───── Exercise materials ─────
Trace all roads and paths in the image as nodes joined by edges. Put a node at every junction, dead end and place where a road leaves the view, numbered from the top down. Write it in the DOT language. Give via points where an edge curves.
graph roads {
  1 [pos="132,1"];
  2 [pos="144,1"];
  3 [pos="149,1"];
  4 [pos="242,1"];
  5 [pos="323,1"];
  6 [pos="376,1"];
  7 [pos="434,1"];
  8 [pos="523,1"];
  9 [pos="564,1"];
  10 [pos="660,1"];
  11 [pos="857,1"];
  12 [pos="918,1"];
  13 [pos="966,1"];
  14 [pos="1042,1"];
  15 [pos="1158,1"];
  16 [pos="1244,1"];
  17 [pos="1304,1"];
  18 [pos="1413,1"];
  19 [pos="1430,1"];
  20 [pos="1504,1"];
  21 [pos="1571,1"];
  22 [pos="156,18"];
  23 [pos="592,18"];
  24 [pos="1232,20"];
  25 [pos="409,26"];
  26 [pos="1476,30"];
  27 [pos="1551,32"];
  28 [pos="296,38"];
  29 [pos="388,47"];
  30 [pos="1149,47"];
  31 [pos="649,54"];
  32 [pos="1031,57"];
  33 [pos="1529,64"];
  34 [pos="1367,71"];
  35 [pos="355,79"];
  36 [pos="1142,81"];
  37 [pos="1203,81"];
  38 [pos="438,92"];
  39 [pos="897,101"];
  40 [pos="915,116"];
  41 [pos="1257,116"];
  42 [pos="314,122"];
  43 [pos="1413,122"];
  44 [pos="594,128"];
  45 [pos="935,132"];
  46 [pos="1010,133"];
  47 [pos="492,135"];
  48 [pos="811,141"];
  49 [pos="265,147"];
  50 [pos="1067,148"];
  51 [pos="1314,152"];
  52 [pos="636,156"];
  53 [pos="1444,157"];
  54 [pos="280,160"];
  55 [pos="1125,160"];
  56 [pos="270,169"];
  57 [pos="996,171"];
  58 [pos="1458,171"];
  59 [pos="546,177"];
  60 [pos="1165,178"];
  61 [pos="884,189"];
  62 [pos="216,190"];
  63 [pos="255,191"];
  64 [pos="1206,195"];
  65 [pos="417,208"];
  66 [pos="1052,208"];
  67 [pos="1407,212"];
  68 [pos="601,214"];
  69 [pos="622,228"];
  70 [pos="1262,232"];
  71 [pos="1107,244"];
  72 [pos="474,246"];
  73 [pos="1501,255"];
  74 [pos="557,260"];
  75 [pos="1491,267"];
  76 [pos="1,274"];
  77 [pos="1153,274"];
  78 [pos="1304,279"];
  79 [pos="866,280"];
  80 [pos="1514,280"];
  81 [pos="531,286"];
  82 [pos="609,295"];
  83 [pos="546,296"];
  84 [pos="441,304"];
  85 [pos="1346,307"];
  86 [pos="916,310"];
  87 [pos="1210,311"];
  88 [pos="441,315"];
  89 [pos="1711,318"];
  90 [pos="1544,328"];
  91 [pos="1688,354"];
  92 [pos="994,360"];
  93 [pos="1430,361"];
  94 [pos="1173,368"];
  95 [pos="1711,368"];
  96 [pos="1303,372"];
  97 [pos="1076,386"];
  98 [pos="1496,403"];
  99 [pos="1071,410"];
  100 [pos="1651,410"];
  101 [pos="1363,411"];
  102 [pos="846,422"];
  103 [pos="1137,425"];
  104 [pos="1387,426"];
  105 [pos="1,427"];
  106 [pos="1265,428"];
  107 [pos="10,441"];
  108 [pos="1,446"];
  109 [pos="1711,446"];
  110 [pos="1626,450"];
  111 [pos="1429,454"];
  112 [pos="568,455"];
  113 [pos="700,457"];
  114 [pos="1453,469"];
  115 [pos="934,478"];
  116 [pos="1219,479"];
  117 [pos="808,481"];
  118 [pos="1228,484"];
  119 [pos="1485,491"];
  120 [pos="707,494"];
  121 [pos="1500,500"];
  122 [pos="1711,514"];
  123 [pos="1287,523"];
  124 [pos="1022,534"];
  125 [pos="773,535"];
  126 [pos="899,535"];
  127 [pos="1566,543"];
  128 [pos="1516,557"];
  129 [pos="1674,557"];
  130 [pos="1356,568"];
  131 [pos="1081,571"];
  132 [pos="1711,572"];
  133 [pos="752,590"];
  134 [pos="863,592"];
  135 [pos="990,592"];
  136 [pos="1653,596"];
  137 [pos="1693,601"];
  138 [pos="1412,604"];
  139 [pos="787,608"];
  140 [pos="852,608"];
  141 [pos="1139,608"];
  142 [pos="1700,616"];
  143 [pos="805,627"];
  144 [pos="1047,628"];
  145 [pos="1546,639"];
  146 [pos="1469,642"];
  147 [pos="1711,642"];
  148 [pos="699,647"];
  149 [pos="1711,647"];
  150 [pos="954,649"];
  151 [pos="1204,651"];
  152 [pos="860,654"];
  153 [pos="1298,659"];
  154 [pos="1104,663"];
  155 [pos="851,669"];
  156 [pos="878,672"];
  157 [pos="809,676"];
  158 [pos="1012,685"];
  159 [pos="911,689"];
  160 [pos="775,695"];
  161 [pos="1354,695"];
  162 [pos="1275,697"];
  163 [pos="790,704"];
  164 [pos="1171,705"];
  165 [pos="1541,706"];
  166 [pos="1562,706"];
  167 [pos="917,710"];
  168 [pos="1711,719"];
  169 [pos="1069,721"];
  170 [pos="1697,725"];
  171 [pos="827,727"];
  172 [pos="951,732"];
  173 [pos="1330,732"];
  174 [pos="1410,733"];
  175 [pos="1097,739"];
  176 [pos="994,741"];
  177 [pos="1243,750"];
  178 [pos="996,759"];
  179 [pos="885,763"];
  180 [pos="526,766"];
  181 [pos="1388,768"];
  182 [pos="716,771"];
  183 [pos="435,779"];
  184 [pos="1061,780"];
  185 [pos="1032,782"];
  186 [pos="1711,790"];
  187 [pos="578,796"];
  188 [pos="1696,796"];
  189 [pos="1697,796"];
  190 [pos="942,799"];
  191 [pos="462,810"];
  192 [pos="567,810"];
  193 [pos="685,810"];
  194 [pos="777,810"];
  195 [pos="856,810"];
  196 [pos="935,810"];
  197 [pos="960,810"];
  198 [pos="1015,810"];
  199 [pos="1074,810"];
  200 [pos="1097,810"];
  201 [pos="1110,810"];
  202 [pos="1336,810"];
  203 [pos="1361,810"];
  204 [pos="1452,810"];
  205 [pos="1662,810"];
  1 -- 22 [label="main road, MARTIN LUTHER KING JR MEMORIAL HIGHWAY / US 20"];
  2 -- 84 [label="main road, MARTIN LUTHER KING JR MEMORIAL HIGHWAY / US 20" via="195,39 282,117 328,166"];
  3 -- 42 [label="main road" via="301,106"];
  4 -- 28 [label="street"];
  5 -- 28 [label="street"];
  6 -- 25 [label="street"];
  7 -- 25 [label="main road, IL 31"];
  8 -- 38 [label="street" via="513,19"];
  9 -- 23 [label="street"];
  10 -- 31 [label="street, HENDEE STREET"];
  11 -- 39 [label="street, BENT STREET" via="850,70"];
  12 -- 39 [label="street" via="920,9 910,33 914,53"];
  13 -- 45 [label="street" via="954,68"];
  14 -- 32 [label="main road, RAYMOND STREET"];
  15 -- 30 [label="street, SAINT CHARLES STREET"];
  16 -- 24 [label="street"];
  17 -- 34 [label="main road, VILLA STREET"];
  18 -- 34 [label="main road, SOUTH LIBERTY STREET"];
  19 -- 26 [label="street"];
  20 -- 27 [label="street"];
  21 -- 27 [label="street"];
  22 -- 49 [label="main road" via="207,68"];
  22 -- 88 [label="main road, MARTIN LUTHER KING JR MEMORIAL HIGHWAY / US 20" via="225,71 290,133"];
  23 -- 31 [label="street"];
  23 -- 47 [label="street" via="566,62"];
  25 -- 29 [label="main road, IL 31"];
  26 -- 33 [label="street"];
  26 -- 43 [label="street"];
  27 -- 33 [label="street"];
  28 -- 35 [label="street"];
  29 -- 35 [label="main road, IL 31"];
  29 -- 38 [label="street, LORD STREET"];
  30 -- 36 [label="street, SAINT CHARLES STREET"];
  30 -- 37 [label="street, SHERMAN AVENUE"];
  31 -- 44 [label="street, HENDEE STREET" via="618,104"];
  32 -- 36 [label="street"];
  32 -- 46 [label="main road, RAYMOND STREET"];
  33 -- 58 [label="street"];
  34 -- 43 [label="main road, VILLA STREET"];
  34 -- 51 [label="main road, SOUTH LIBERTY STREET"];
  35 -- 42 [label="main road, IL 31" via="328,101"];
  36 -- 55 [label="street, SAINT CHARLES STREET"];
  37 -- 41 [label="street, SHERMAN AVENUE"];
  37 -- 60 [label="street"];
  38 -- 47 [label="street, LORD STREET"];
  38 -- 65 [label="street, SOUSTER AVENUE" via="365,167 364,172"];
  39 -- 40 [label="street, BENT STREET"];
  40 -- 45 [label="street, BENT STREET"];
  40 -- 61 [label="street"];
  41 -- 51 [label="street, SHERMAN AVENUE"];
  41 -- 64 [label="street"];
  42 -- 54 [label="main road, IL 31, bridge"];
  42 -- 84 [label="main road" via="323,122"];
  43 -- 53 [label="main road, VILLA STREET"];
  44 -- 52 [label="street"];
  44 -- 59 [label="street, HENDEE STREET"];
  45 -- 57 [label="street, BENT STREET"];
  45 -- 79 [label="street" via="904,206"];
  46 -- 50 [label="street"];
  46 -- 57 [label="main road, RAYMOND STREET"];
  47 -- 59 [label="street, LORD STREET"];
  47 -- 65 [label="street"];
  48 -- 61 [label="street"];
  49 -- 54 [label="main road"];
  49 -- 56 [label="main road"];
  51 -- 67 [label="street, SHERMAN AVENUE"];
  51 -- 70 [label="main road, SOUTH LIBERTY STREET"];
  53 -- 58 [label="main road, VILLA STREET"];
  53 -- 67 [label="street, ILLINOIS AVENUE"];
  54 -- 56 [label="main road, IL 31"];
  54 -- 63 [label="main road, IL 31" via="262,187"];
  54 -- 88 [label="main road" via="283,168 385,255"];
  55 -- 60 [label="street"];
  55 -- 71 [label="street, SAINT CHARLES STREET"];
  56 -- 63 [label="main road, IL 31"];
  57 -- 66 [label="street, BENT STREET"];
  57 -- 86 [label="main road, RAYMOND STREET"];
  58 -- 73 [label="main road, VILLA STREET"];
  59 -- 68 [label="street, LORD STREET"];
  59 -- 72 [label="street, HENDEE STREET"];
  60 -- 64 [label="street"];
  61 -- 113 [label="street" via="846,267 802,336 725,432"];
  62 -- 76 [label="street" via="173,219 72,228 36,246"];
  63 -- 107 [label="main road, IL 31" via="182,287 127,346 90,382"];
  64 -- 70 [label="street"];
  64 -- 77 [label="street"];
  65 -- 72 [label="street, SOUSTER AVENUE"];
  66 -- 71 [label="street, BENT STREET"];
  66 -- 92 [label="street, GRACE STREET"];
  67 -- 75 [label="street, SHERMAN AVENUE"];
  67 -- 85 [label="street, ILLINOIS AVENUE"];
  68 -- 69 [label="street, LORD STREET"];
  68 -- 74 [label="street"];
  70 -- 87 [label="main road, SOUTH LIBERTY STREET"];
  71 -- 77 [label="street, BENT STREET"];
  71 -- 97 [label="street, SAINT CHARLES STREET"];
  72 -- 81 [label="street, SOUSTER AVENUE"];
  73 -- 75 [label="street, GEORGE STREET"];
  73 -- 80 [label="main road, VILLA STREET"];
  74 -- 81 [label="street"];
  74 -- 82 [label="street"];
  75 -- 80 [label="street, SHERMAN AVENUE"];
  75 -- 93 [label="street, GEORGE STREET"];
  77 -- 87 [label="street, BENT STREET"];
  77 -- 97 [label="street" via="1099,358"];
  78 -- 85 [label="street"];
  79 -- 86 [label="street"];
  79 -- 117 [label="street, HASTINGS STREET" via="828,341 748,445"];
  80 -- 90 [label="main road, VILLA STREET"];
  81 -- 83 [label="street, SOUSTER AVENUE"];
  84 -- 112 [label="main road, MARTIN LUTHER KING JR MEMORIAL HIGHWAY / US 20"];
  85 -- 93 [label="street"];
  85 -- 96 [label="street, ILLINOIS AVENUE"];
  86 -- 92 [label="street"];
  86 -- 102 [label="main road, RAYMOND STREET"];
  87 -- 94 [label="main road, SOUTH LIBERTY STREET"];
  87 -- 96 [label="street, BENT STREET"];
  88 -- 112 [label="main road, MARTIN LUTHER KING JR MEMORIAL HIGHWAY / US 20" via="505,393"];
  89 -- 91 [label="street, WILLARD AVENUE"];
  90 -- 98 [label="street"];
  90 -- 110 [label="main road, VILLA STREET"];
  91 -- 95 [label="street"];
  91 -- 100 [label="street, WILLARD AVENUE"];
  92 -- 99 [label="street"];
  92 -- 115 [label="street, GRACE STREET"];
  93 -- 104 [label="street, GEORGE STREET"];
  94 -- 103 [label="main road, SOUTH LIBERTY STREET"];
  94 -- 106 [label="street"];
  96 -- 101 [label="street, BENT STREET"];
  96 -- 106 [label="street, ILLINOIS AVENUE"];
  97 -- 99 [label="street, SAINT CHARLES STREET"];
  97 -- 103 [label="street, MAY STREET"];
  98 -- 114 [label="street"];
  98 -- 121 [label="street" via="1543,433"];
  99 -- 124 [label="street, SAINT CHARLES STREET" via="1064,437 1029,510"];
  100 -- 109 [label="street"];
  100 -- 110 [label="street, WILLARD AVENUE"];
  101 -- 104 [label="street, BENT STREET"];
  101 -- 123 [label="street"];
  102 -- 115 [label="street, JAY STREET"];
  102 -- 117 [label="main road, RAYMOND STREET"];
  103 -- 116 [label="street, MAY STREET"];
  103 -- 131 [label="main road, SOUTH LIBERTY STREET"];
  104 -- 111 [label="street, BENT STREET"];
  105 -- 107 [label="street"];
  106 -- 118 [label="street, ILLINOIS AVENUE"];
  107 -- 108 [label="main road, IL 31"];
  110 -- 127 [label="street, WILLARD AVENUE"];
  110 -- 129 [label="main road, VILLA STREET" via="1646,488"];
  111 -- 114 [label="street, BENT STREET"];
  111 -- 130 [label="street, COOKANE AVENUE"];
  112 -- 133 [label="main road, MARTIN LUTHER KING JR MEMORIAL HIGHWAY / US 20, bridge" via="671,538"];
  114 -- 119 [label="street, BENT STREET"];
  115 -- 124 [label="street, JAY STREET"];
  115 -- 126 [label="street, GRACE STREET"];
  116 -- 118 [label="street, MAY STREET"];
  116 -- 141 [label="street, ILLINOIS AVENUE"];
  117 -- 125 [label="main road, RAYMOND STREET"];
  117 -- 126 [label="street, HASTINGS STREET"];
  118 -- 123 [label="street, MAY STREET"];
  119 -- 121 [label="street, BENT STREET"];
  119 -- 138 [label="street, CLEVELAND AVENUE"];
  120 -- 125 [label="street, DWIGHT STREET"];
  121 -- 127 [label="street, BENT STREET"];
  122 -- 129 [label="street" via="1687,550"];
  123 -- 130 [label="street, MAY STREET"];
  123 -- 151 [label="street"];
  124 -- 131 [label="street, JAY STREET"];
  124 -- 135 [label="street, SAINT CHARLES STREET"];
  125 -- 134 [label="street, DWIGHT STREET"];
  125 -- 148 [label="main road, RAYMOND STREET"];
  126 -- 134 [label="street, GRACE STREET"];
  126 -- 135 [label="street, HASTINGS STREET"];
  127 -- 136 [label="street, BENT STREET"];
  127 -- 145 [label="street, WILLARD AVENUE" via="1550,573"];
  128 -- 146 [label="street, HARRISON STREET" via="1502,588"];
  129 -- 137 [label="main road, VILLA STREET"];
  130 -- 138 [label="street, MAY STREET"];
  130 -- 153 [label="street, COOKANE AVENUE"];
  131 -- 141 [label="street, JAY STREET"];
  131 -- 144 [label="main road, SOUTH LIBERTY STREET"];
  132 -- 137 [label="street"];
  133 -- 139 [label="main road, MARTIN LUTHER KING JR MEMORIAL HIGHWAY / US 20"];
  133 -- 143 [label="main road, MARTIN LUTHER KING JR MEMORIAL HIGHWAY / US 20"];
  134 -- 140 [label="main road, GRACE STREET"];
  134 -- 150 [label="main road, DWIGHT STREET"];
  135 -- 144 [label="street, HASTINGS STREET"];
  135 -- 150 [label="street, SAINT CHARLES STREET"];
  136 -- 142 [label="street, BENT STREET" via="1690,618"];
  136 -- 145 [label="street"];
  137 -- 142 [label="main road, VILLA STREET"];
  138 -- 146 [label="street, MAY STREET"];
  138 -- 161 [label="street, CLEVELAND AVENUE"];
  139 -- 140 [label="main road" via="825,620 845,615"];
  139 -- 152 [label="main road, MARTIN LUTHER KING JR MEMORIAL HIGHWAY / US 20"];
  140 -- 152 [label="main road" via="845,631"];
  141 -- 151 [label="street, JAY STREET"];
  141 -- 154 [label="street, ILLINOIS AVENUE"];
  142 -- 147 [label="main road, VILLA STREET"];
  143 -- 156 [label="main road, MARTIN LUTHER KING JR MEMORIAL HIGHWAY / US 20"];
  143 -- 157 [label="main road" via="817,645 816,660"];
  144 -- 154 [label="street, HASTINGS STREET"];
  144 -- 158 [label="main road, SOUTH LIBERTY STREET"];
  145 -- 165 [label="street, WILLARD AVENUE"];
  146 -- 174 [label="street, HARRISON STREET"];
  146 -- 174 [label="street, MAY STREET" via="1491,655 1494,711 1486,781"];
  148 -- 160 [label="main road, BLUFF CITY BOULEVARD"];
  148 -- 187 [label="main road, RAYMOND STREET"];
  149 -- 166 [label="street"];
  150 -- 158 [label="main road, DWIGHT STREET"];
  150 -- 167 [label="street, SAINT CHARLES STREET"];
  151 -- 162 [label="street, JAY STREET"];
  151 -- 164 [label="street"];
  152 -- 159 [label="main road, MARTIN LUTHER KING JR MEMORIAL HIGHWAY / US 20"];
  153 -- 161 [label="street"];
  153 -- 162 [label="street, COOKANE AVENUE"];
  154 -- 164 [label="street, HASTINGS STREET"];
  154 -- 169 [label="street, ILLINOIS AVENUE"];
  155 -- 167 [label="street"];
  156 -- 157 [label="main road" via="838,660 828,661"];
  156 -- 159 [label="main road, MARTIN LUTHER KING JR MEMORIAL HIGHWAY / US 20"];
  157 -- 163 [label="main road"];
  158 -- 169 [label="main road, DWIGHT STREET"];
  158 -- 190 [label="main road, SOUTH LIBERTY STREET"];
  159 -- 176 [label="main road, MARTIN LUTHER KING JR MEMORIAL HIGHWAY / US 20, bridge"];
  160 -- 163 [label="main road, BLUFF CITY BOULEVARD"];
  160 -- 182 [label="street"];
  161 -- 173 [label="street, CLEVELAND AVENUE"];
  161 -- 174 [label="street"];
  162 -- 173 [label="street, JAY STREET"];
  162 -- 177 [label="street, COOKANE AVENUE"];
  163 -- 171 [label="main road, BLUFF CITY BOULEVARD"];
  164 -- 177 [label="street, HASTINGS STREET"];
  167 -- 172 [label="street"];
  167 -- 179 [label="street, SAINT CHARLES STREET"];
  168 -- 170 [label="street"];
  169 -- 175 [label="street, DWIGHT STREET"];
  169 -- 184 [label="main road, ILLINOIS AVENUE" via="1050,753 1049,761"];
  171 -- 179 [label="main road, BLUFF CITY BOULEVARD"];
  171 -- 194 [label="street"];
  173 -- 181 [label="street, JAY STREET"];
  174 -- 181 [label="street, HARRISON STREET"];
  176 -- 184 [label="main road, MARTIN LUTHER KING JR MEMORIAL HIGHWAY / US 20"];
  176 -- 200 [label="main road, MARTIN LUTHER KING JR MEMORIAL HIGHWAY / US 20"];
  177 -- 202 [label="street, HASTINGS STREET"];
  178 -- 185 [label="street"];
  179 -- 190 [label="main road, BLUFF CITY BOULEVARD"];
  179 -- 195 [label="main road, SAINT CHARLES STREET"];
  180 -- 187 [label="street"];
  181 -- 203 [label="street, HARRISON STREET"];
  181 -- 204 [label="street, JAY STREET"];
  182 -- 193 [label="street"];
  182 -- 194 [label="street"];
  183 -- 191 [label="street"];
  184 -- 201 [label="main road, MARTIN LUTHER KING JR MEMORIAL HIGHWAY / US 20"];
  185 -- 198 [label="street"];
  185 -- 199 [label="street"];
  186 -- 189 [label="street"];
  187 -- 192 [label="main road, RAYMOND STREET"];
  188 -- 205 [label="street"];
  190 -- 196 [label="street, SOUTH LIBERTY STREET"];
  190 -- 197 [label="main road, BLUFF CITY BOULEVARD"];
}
─────
### What you have to do
This exercise needs every line of the listing that contains the word "ILLINOIS".

### Answer space
  53 -- 67 [label="street, ILLINOIS AVENUE"];
  67 -- 85 [label="street, ILLINOIS AVENUE"];
  85 -- 96 [label="street, ILLINOIS AVENUE"];
  96 -- 106 [label="street, ILLINOIS AVENUE"];
  106 -- 118 [label="street, ILLINOIS AVENUE"];
  116 -- 141 [label="street, ILLINOIS AVENUE"];
  141 -- 154 [label="street, ILLINOIS AVENUE"];
  154 -- 169 [label="street, ILLINOIS AVENUE"];
  169 -- 184 [label="main road, ILLINOIS AVENUE" via="1050,753 1049,761"];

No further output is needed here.